Should You "Trust" Your Computers?

Released:

July 23, 2015

 

 

Let's admit it. We trust our computers more than almost everything (and everybody) else. We put there our name(s), addresses, passwords, important documents, “crush” photos and selfies, blooper videos, music projects among others. We jot down there our schedule. We provide financial information to shop or to pay our games. We use it for navigation and communication.

 

Own it, we cannot live without gadgets. But does your computer trust you? Should you trust your computers?

 

Let us say for example, you posted your basic information on Facebook. That includes your name, school, birthday, address, email addresses and telephone numbers. This can already be used for identity theft. Thieves use this to make fake profiles in social media accounts and buy and sell accounts.

 

You posted on Facebook.

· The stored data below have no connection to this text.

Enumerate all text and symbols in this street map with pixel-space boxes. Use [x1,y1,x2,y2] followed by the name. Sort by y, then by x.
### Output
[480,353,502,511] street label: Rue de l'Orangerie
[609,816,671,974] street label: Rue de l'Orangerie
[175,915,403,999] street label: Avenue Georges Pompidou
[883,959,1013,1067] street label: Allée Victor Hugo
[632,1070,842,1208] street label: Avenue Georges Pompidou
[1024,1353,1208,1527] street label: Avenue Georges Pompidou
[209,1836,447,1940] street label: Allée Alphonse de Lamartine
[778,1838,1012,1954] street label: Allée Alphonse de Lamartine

You were in a particular coffee shop in Ortigas with the GPS information in it. You added photos and tagged it with your friends. In effect, the social site, the app, another apps and companies connected to your account to eavesdrop what you were doing and your location. Later on, you were in surprised logging in the same device with a different app seeing your recent searches, Facebook “likes” and preferences, many intrusive advertisements and other suggestions related to it. You logged in to anotherdevice and it also happens in your browser. You then found out that apps in your smartphone are looking for your usage pattern as the base of their proposals to you.

 

Your computer software also means a lot to your privacy.

 

Just a few weeks ago, experts identified in Google a remotely installed audio-listening software without the consent of the computer owner. It is activated by default. Primarily used for Google's voice command, the audio software can be a potential privacy threat as it “always listens” to the people in front of the computer.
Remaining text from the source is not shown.